Stored data entries:

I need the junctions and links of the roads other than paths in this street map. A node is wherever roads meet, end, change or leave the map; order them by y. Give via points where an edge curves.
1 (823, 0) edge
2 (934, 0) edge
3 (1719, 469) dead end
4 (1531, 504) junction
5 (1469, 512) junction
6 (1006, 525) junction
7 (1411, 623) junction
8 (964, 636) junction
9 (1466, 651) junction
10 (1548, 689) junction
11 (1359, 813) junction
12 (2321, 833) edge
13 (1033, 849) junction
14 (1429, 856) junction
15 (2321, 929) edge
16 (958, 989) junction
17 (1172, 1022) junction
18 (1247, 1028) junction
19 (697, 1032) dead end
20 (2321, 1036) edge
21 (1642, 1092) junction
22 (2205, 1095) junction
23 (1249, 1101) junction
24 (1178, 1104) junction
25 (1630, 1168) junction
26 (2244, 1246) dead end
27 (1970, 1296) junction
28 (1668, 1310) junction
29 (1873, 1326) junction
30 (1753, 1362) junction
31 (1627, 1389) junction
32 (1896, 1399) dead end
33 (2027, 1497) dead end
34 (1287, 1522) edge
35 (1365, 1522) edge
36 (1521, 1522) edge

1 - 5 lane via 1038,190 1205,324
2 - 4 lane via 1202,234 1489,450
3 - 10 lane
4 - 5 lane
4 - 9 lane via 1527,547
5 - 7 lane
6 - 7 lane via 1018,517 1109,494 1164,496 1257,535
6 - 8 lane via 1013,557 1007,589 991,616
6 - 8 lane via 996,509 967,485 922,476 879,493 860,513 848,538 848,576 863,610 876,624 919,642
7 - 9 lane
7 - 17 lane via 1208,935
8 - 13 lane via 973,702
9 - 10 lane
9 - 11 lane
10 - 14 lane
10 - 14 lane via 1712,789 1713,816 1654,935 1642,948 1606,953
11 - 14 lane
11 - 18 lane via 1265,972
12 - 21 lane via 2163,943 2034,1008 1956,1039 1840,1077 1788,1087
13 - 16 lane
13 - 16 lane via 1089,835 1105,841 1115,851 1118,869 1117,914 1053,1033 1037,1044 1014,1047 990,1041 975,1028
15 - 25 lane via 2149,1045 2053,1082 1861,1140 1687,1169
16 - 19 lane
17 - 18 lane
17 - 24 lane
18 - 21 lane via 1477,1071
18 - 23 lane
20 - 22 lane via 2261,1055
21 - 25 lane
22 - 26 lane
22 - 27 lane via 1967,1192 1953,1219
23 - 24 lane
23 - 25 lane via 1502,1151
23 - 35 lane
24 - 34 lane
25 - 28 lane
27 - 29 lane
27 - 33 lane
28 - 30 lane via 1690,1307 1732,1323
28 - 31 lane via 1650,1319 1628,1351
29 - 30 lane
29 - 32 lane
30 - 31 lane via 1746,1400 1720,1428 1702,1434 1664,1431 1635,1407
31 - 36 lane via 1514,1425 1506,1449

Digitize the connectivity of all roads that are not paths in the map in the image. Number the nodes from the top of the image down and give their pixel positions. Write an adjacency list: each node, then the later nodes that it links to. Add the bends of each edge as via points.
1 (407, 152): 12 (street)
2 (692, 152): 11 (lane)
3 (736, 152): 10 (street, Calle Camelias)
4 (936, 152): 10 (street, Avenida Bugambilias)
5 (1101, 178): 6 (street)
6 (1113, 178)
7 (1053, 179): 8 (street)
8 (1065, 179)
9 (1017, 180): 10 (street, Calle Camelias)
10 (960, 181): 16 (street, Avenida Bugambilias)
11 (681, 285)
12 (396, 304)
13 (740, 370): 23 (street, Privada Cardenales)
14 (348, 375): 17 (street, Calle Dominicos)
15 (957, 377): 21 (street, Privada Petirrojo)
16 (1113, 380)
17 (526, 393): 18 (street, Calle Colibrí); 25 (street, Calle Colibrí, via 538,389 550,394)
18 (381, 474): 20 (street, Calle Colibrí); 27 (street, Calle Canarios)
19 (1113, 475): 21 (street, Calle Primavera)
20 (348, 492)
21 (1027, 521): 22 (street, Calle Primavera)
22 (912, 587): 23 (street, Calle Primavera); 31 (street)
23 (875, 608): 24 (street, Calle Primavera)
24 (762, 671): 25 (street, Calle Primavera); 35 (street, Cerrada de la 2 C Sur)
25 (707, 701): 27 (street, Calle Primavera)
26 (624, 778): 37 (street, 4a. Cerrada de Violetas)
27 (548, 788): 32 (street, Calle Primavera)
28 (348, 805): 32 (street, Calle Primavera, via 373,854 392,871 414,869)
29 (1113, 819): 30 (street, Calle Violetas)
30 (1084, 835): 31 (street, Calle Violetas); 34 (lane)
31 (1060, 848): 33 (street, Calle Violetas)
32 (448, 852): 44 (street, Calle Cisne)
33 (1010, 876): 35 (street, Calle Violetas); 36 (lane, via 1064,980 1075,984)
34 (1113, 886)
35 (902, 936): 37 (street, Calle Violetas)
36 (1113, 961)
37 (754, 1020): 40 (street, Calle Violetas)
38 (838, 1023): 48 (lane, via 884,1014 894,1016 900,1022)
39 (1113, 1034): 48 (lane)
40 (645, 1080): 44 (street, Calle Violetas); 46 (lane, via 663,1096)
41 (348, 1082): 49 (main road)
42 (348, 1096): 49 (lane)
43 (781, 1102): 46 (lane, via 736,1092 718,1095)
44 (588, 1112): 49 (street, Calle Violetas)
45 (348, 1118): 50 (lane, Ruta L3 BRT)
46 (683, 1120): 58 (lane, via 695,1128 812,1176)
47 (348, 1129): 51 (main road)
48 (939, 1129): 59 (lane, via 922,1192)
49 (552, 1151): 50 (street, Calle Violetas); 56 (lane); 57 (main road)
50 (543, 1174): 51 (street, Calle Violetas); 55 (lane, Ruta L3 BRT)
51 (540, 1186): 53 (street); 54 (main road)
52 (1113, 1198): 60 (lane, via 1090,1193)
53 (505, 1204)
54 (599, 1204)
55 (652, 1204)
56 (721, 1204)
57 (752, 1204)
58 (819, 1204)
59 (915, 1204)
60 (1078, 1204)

ASSIGNMENT: A word-for-word transcription of all the data is needed.

RESULT BELOW:
I need the junctions and links of the roads other than paths in this street map. A node is wherever roads meet, end, change or leave the map; order them by y. Give via points where an edge curves.
1 (823, 0) edge
2 (934, 0) edge
3 (1719, 469) dead end
4 (1531, 504) junction
5 (1469, 512) junction
6 (1006, 525) junction
7 (1411, 623) junction
8 (964, 636) junction
9 (1466, 651) junction
10 (1548, 689) junction
11 (1359, 813) junction
12 (2321, 833) edge
13 (1033, 849) junction
14 (1429, 856) junction
15 (2321, 929) edge
16 (958, 989) junction
17 (1172, 1022) junction
18 (1247, 1028) junction
19 (697, 1032) dead end
20 (2321, 1036) edge
21 (1642, 1092) junction
22 (2205, 1095) junction
23 (1249, 1101) junction
24 (1178, 1104) junction
25 (1630, 1168) junction
26 (2244, 1246) dead end
27 (1970, 1296) junction
28 (1668, 1310) junction
29 (1873, 1326) junction
30 (1753, 1362) junction
31 (1627, 1389) junction
32 (1896, 1399) dead end
33 (2027, 1497) dead end
34 (1287, 1522) edge
35 (1365, 1522) edge
36 (1521, 1522) edge

1 - 5 lane via 1038,190 1205,324
2 - 4 lane via 1202,234 1489,450
3 - 10 lane
4 - 5 lane
4 - 9 lane via 1527,547
5 - 7 lane
6 - 7 lane via 1018,517 1109,494 1164,496 1257,535
6 - 8 lane via 1013,557 1007,589 991,616
6 - 8 lane via 996,509 967,485 922,476 879,493 860,513 848,538 848,576 863,610 876,624 919,642
7 - 9 lane
7 - 17 lane via 1208,935
8 - 13 lane via 973,702
9 - 10 lane
9 - 11 lane
10 - 14 lane
10 - 14 lane via 1712,789 1713,816 1654,935 1642,948 1606,953
11 - 14 lane
11 - 18 lane via 1265,972
12 - 21 lane via 2163,943 2034,1008 1956,1039 1840,1077 1788,1087
13 - 16 lane
13 - 16 lane via 1089,835 1105,841 1115,851 1118,869 1117,914 1053,1033 1037,1044 1014,1047 990,1041 975,1028
15 - 25 lane via 2149,1045 2053,1082 1861,1140 1687,1169
16 - 19 lane
17 - 18 lane
17 - 24 lane
18 - 21 lane via 1477,1071
18 - 23 lane
20 - 22 lane via 2261,1055
21 - 25 lane
22 - 26 lane
22 - 27 lane via 1967,1192 1953,1219
23 - 24 lane
23 - 25 lane via 1502,1151
23 - 35 lane
24 - 34 lane
25 - 28 lane
27 - 29 lane
27 - 33 lane
28 - 30 lane via 1690,1307 1732,1323
28 - 31 lane via 1650,1319 1628,1351
29 - 30 lane
29 - 32 lane
30 - 31 lane via 1746,1400 1720,1428 1702,1434 1664,1431 1635,1407
31 - 36 lane via 1514,1425 1506,1449

Digitize the connectivity of all roads that are not paths in the map in the image. Number the nodes from the top of the image down and give their pixel positions. Write an adjacency list: each node, then the later nodes that it links to. Add the bends of each edge as via points.
1 (407, 152): 12 (street)
2 (692, 152): 11 (lane)
3 (736, 152): 10 (street, Calle Camelias)
4 (936, 152): 10 (street, Avenida Bugambilias)
5 (1101, 178): 6 (street)
6 (1113, 178)
7 (1053, 179): 8 (street)
8 (1065, 179)
9 (1017, 180): 10 (street, Calle Camelias)
10 (960, 181): 16 (street, Avenida Bugambilias)
11 (681, 285)
12 (396, 304)
13 (740, 370): 23 (street, Privada Cardenales)
14 (348, 375): 17 (street, Calle Dominicos)
15 (957, 377): 21 (street, Privada Petirrojo)
16 (1113, 380)
17 (526, 393): 18 (street, Calle Colibrí); 25 (street, Calle Colibrí, via 538,389 550,394)
18 (381, 474): 20 (street, Calle Colibrí); 27 (street, Calle Canarios)
19 (1113, 475): 21 (street, Calle Primavera)
20 (348, 492)
21 (1027, 521): 22 (street, Calle Primavera)
22 (912, 587): 23 (street, Calle Primavera); 31 (street)
23 (875, 608): 24 (street, Calle Primavera)
24 (762, 671): 25 (street, Calle Primavera); 35 (street, Cerrada de la 2 C Sur)
25 (707, 701): 27 (street, Calle Primavera)
26 (624, 778): 37 (street, 4a. Cerrada de Violetas)
27 (548, 788): 32 (street, Calle Primavera)
28 (348, 805): 32 (street, Calle Primavera, via 373,854 392,871 414,869)
29 (1113, 819): 30 (street, Calle Violetas)
30 (1084, 835): 31 (street, Calle Violetas); 34 (lane)
31 (1060, 848): 33 (street, Calle Violetas)
32 (448, 852): 44 (street, Calle Cisne)
33 (1010, 876): 35 (street, Calle Violetas); 36 (lane, via 1064,980 1075,984)
34 (1113, 886)
35 (902, 936): 37 (street, Calle Violetas)
36 (1113, 961)
37 (754, 1020): 40 (street, Calle Violetas)
38 (838, 1023): 48 (lane, via 884,1014 894,1016 900,1022)
39 (1113, 1034): 48 (lane)
40 (645, 1080): 44 (street, Calle Violetas); 46 (lane, via 663,1096)
41 (348, 1082): 49 (main road)
42 (348, 1096): 49 (lane)
43 (781, 1102): 46 (lane, via 736,1092 718,1095)
44 (588, 1112): 49 (street, Calle Violetas)
45 (348, 1118): 50 (lane, Ruta L3 BRT)
46 (683, 1120): 58 (lane, via 695,1128 812,1176)
47 (348, 1129): 51 (main road)
48 (939, 1129): 59 (lane, via 922,1192)
49 (552, 1151): 50 (street, Calle Violetas); 56 (lane); 57 (main road)
50 (543, 1174): 51 (street, Calle Violetas); 55 (lane, Ruta L3 BRT)
51 (540, 1186): 53 (street); 54 (main road)
52 (1113, 1198): 60 (lane, via 1090,1193)
53 (505, 1204)
54 (599, 1204)
55 (652, 1204)
56 (721, 1204)
57 (752, 1204)
58 (819, 1204)
59 (915, 1204)
60 (1078, 1204)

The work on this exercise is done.